Take a moment to think about these questions for yourself, and then look for the school’s vision.  It might be found on the school’s webpage, or in the school guide.  It might be posted on the school walls, or maybe even something that is brought to attention on a regular basis during school meetings.

Wherever you find the school’s vision of education described, make a note of it.  Then, decide what the core concepts are described in the school’s vision.  Make sure to note these clearly for yourself, as you’ll be referring back to these as you write the rest of the policy plan.

For example: if your school endorses “independent learning”, it will be important to hold the various aspects of the English program up to this light.  To what degree do teachers allow space for “independent learning” during their lessons?  Does the material used, including textbooks and digital material, provide space for “independent learning”?  Do the children actually get the time to work independently during or outside of the lessons?

 

Also, look for the ambition of the school.  What does the school hope to achieve with its English program?  What language skills does the school consider important in the program?  For instance, is it the goal that children are confident with conversing in English with strangers, or should they be able to read and write in the language as well?  Are the goals described in terms of the Common European Framework of Reference, or in other terms?  Is there any information about ambitions related to internationalisation or international projects?
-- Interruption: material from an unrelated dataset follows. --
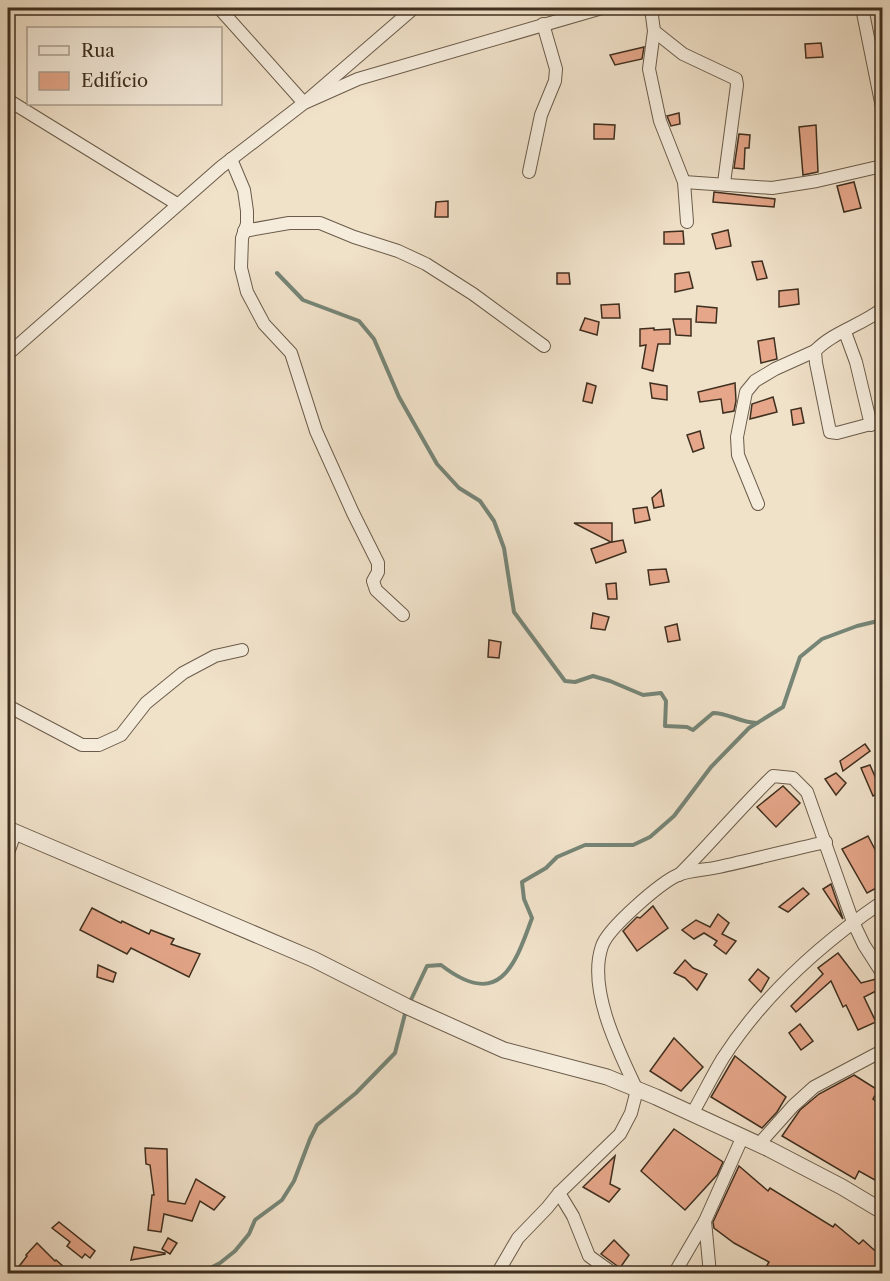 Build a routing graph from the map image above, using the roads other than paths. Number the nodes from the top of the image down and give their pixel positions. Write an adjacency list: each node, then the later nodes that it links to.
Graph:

However the goals are defined, it’s important to make a note of these, so that when you’re writing the policy plan, you can keep these goals in mind.  Again, in terms of teacher- and material-related variables, but also in terms of planning for and tracking achievement.

In conclusion, start with the basics.  Describe the school vision regarding learning in general, and where possible regarding the English program.  Decide what the core concepts of this vision are and highlight these.  Then, define the ambition of the school, including levels for the various skills areas and internationalisation where applicable.  You’ll be referring back to this in the rest of your writing.